* ACTIVITY *
Only the number is wanted: tally the lines below that contain the word "main".

[INPUT FOR THIS TASK Boundary: Start]

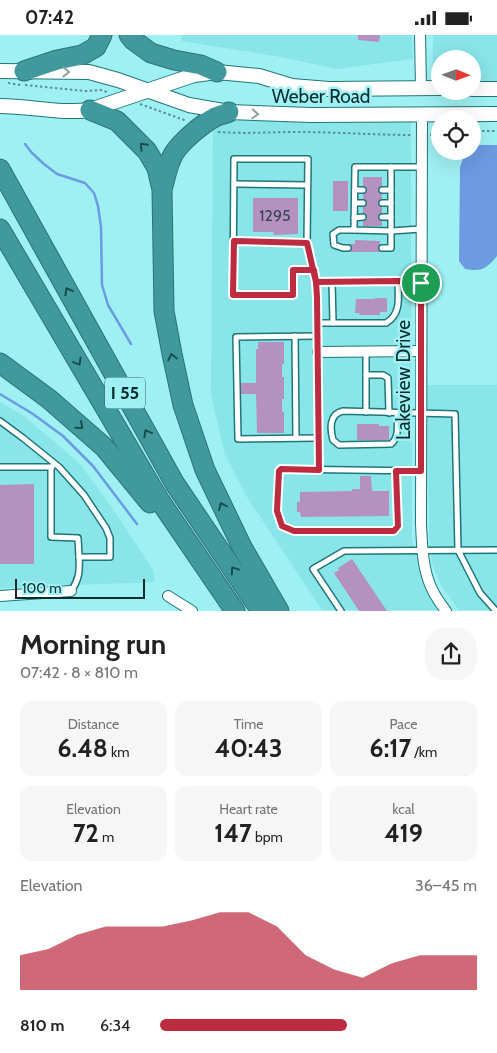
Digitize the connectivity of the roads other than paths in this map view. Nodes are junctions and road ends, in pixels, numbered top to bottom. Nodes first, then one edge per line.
1 (102, 35) edge
2 (128, 35) edge
3 (420, 35) edge
4 (0, 71) edge
5 (24, 71) junction
6 (217, 72) junction
7 (421, 88) junction
8 (431, 89) edge
9 (481, 89) edge
10 (497, 89) edge
11 (149, 90) junction
12 (5, 106) edge
13 (90, 110) junction
14 (229, 112) junction
15 (422, 114) junction
16 (497, 114) edge
17 (391, 167) junction
18 (421, 167) junction
19 (0, 169) edge
20 (234, 184) junction
21 (308, 185) junction
22 (162, 190) junction
23 (355, 190) junction
24 (363, 190) dead end
25 (382, 190) dead end
26 (391, 190) junction
27 (355, 203) junction
28 (363, 203) dead end
29 (382, 203) dead end
30 (391, 203) junction
31 (354, 217) junction
32 (363, 217) dead end
33 (382, 217) dead end
34 (391, 217) junction
35 (0, 229) edge
36 (421, 229) junction
37 (354, 230) junction
38 (391, 231) junction
39 (234, 241) junction
40 (307, 243) junction
41 (348, 248) dead end
42 (382, 248) dead end
43 (314, 270) junction
44 (332, 281) junction
45 (398, 281) junction
46 (316, 282) junction
47 (421, 283) junction
48 (318, 323) junction
49 (333, 323) junction
50 (295, 336) junction
51 (318, 336) junction
52 (366, 351) junction
53 (421, 351) junction
54 (318, 352) junction
55 (0, 363) edge
56 (366, 375) junction
57 (366, 412) junction
58 (389, 413) junction
59 (397, 413) junction
60 (421, 413) junction
61 (0, 421) edge
62 (296, 438) junction
63 (319, 438) junction
64 (0, 467) edge
65 (51, 467) junction
66 (59, 467) junction
67 (319, 470) junction
68 (396, 471) junction
69 (421, 471) junction
70 (458, 550) junction
71 (497, 550) edge
72 (422, 551) junction
73 (79, 557) junction
74 (71, 591) joint
75 (0, 596) edge
76 (168, 596) dead end
77 (192, 611) edge
78 (234, 611) edge
79 (261, 611) edge
80 (279, 611) edge
81 (341, 611) edge
82 (446, 611) edge
83 (496, 611) edge

1 - 5 highway
2 - 6 highway
3 - 7 street
4 - 5 main road, Weber Road
5 -> 11 main road, Weber Road
6 - 7 main road, Weber Road
6 - 11 main road, Weber Road
7 - 8 main road, Weber Road
9 - 10 main road
11 - 13 main road, Weber Road
11 - 14 main road, Weber Road
12 - 13 main road, Weber Road
22 -> 13 highway
14 -> 15 main road, Weber Road
14 - 22 highway
15 - 16 main road, Weber Road
15 - 18 street, Lakeview Drive
17 - 18 lane
17 - 23 lane
17 - 26 lane
18 - 36 street, Lakeview Drive
79 -> 19 highway, I 55
20 - 21 lane
20 - 21 lane
20 - 39 lane
21 - 40 lane
80 -> 22 highway
23 - 24 lane
23 - 27 lane
25 - 26 lane
26 - 30 lane
27 - 28 lane
27 - 31 lane
29 - 30 lane
30 - 34 lane
31 - 32 lane
31 - 37 lane
33 - 34 lane
34 - 38 lane
35 -> 78 highway, I 55
36 - 38 lane
36 - 47 street, Lakeview Drive
37 - 38 lane
37 - 41 lane
38 - 42 lane
39 - 40 lane
39 - 43 lane
40 - 43 lane
43 - 46 lane
44 - 45 lane
44 - 46 lane
44 - 49 lane
45 - 47 lane
45 - 49 lane
46 - 48 lane
47 - 53 street, Lakeview Drive
48 - 49 lane
48 - 51 lane
50 - 51 lane
50 - 62 lane
50 - 62 lane
51 - 54 lane
52 - 53 street
52 - 54 street
52 - 56 lane
53 - 60 street, Lakeview Drive
54 - 63 lane
55 -> 78 highway
56 - 57 lane
56 - 58 lane
57 - 58 lane
57 - 59 lane
58 - 59 lane
59 - 60 lane
60 - 69 street, Lakeview Drive
60 - 70 lane
61 - 66 lane
62 - 63 lane
63 - 67 lane
64 - 65 lane
65 - 66 lane
65 - 73 lane
66 - 73 lane
67 - 68 lane
67 - 68 lane
68 - 69 lane
69 - 72 street, Lakeview Drive
70 - 71 lane
70 - 72 lane
70 - 83 lane
72 - 81 lane
72 - 82 street, Lakeview Drive
73 - 74 lane
74 - 75 street
76 - 77 street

[INPUT FOR THIS TASK Boundary: End]

* RESULT OF THE TASK *
11